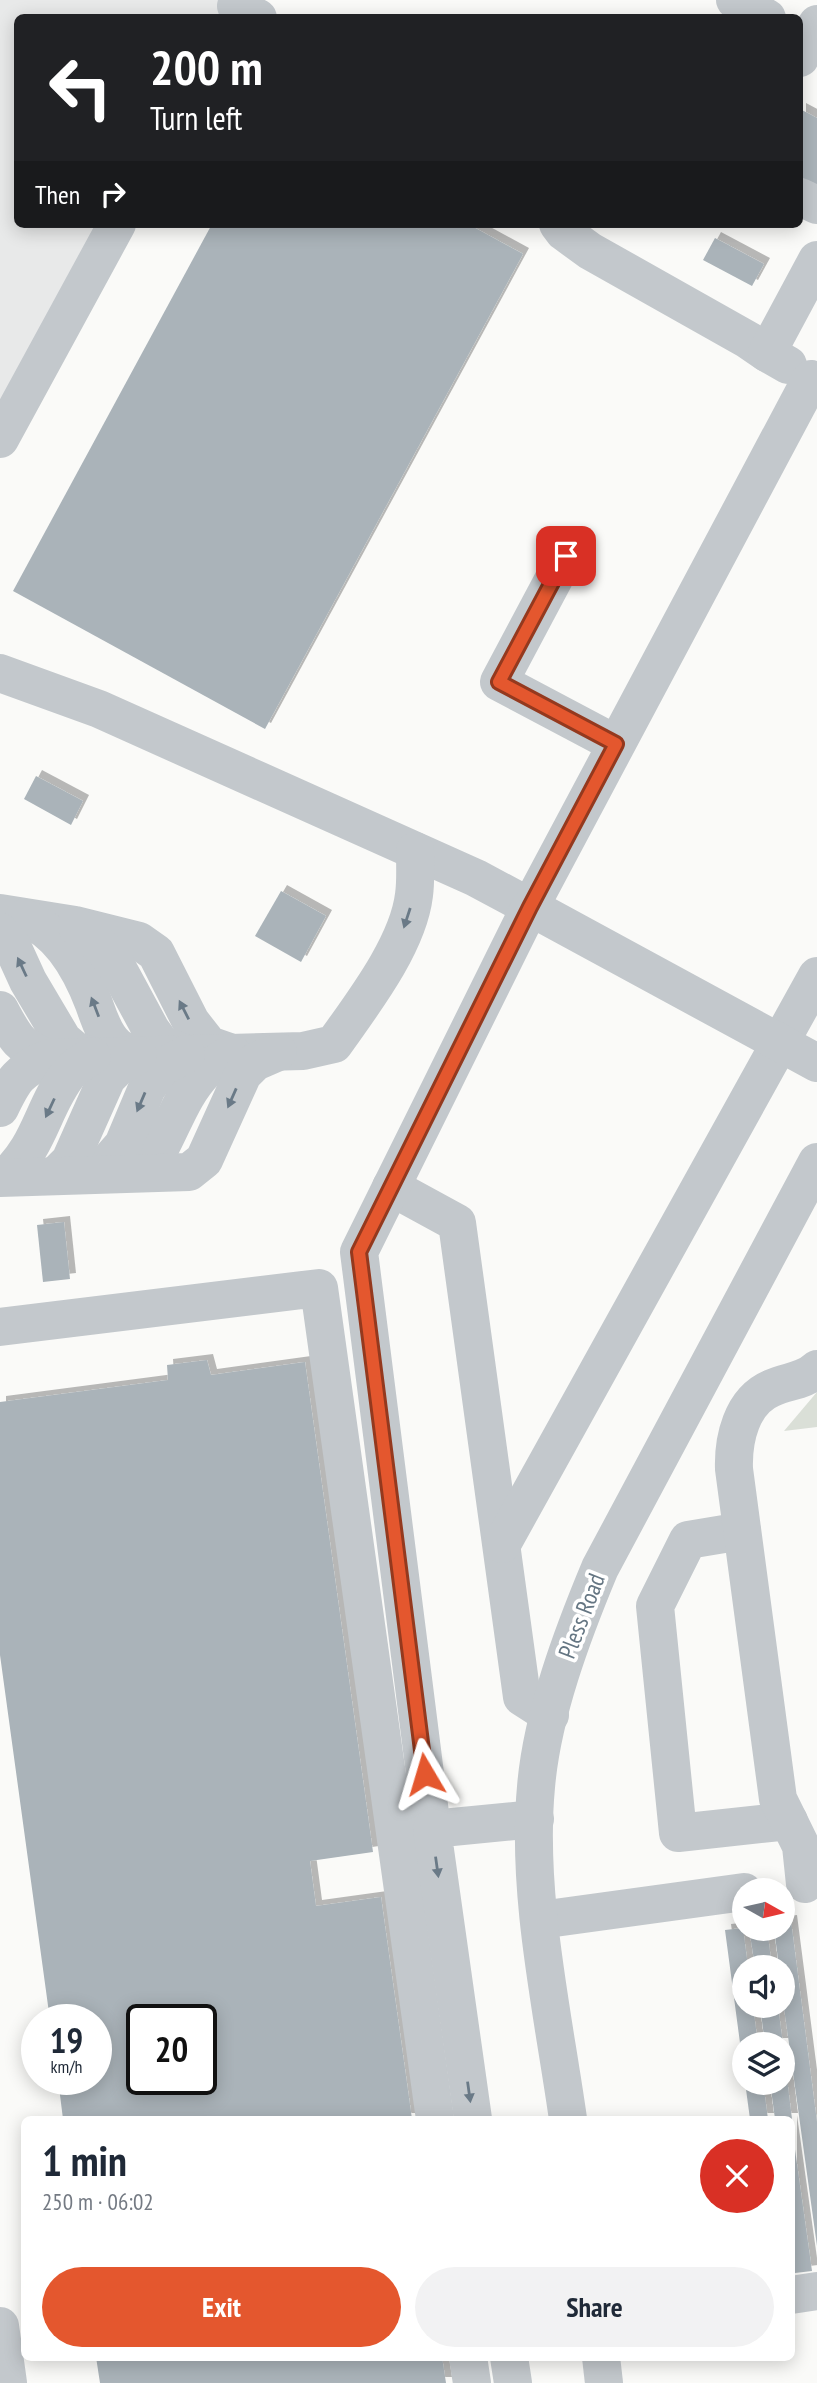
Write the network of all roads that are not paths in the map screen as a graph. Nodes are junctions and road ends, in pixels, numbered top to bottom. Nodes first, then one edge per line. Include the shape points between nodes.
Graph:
1 (735, 0) edge
2 (760, 14) edge
3 (817, 24) edge
4 (803, 52) edge
5 (115, 228) edge
6 (561, 228) edge
7 (817, 260) edge
8 (767, 353) junction
9 (814, 380) edge
10 (0, 439) edge
11 (566, 556) dead end
12 (0, 673) edge
13 (616, 744) junction
14 (415, 851) junction
15 (530, 907) junction
16 (5, 920) edge
17 (75, 925) junction
18 (817, 976) edge
19 (0, 1010) edge
20 (780, 1042) junction
21 (278, 1052) junction
22 (232, 1053) junction
23 (186, 1054) junction
24 (138, 1055) junction
25 (92, 1056) junction
26 (48, 1058) junction
27 (817, 1063) edge
28 (0, 1108) edge
29 (817, 1162) edge
30 (144, 1173) junction
31 (73, 1176) junction
32 (3, 1178) edge
33 (391, 1187) junction
34 (0, 1327) edge
35 (817, 1368) edge
36 (742, 1531) junction
37 (502, 1544) junction
38 (550, 1715) junction
39 (535, 1819) junction
40 (789, 1821) junction
41 (432, 1829) junction
42 (811, 1883) edge
43 (732, 1894) edge
44 (540, 1920) junction
45 (435, 2116) edge
46 (473, 2116) edge
47 (568, 2116) edge
48 (817, 2291) edge
49 (795, 2294) edge
50 (0, 2326) edge
51 (469, 2361) edge
52 (510, 2361) edge
53 (601, 2361) edge
54 (8, 2383) edge
55 (472, 2383) edge
56 (513, 2383) edge
57 (604, 2383) edge

1 - 2 street
3 - 4 street
5 - 10 street
6 - 8 street via 590,251
7 - 8 street
8 - 9 street
9 - 13 street
11 - 13 street via 499,682
12 - 14 street via 99,709
13 - 15 street
14 - 15 street
14 -> 21 street via 414,896 400,941 365,1001 334,1044
15 - 20 street
15 - 33 street
16 - 17 street
24 -> 16 street via 117,1047 102,1026 81,972 52,934 35,922
25 -> 16 street via 63,1040 12,946
22 -> 17 street via 209,1045 191,1022 156,953 139,941
17 - 23 street via 103,948 117,967 162,1045
18 - 20 street
19 - 26 street via 17,1040
20 - 27 street
20 - 37 street
21 - 22 street
21 -> 30 street via 255,1062 243,1074 204,1160 189,1171
22 - 23 street
22 - 30 street via 207,1069 192,1086 157,1158
23 - 24 street
23 -> 31 street via 161,1068 147,1088 123,1144 109,1161
24 - 25 street
24 - 31 street via 107,1078 71,1161
25 - 26 street
25 -> 32 street via 71,1070 36,1140
26 - 28 street via 27,1067 12,1083
29 - 38 street, Pless Road via 600,1568 579,1616
30 - 31 street
31 - 32 street
33 - 37 street via 457,1223
33 - 41 street via 359,1252
34 - 45 street via 319,1288
35 - 36 street via 811,1375 769,1389 752,1404 740,1424 733,1446
36 - 40 street via 778,1799
36 - 40 street via 688,1539 655,1606 678,1833
37 - 38 street via 522,1697
38 - 39 street, Pless Road via 536,1786
39 - 41 street
39 - 44 street, Pless Road
40 - 42 street
41 -> 46 street
43 - 44 street
44 - 47 street, Pless Road
48 - 49 street
50 - 54 street
51 - 55 street
52 - 56 street
53 - 57 street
# # # # #
The entries are to be reproduced exactly, excluding any pictures they contain.

**Result:**
Write the network of all roads that are not paths in the map screen as a graph. Nodes are junctions and road ends, in pixels, numbered top to bottom. Nodes first, then one edge per line. Include the shape points between nodes.
Graph:
1 (735, 0) edge
2 (760, 14) edge
3 (817, 24) edge
4 (803, 52) edge
5 (115, 228) edge
6 (561, 228) edge
7 (817, 260) edge
8 (767, 353) junction
9 (814, 380) edge
10 (0, 439) edge
11 (566, 556) dead end
12 (0, 673) edge
13 (616, 744) junction
14 (415, 851) junction
15 (530, 907) junction
16 (5, 920) edge
17 (75, 925) junction
18 (817, 976) edge
19 (0, 1010) edge
20 (780, 1042) junction
21 (278, 1052) junction
22 (232, 1053) junction
23 (186, 1054) junction
24 (138, 1055) junction
25 (92, 1056) junction
26 (48, 1058) junction
27 (817, 1063) edge
28 (0, 1108) edge
29 (817, 1162) edge
30 (144, 1173) junction
31 (73, 1176) junction
32 (3, 1178) edge
33 (391, 1187) junction
34 (0, 1327) edge
35 (817, 1368) edge
36 (742, 1531) junction
37 (502, 1544) junction
38 (550, 1715) junction
39 (535, 1819) junction
40 (789, 1821) junction
41 (432, 1829) junction
42 (811, 1883) edge
43 (732, 1894) edge
44 (540, 1920) junction
45 (435, 2116) edge
46 (473, 2116) edge
47 (568, 2116) edge
48 (817, 2291) edge
49 (795, 2294) edge
50 (0, 2326) edge
51 (469, 2361) edge
52 (510, 2361) edge
53 (601, 2361) edge
54 (8, 2383) edge
55 (472, 2383) edge
56 (513, 2383) edge
57 (604, 2383) edge

1 - 2 street
3 - 4 street
5 - 10 street
6 - 8 street via 590,251
7 - 8 street
8 - 9 street
9 - 13 street
11 - 13 street via 499,682
12 - 14 street via 99,709
13 - 15 street
14 - 15 street
14 -> 21 street via 414,896 400,941 365,1001 334,1044
15 - 20 street
15 - 33 street
16 - 17 street
24 -> 16 street via 117,1047 102,1026 81,972 52,934 35,922
25 -> 16 street via 63,1040 12,946
22 -> 17 street via 209,1045 191,1022 156,953 139,941
17 - 23 street via 103,948 117,967 162,1045
18 - 20 street
19 - 26 street via 17,1040
20 - 27 street
20 - 37 street
21 - 22 street
21 -> 30 street via 255,1062 243,1074 204,1160 189,1171
22 - 23 street
22 - 30 street via 207,1069 192,1086 157,1158
23 - 24 street
23 -> 31 street via 161,1068 147,1088 123,1144 109,1161
24 - 25 street
24 - 31 street via 107,1078 71,1161
25 - 26 street
25 -> 32 street via 71,1070 36,1140
26 - 28 street via 27,1067 12,1083
29 - 38 street, Pless Road via 600,1568 579,1616
30 - 31 street
31 - 32 street
33 - 37 street via 457,1223
33 - 41 street via 359,1252
34 - 45 street via 319,1288
35 - 36 street via 811,1375 769,1389 752,1404 740,1424 733,1446
36 - 40 street via 778,1799
36 - 40 street via 688,1539 655,1606 678,1833
37 - 38 street via 522,1697
38 - 39 street, Pless Road via 536,1786
39 - 41 street
39 - 44 street, Pless Road
40 - 42 street
41 -> 46 street
43 - 44 street
44 - 47 street, Pless Road
48 - 49 street
50 - 54 street
51 - 55 street
52 - 56 street
53 - 57 street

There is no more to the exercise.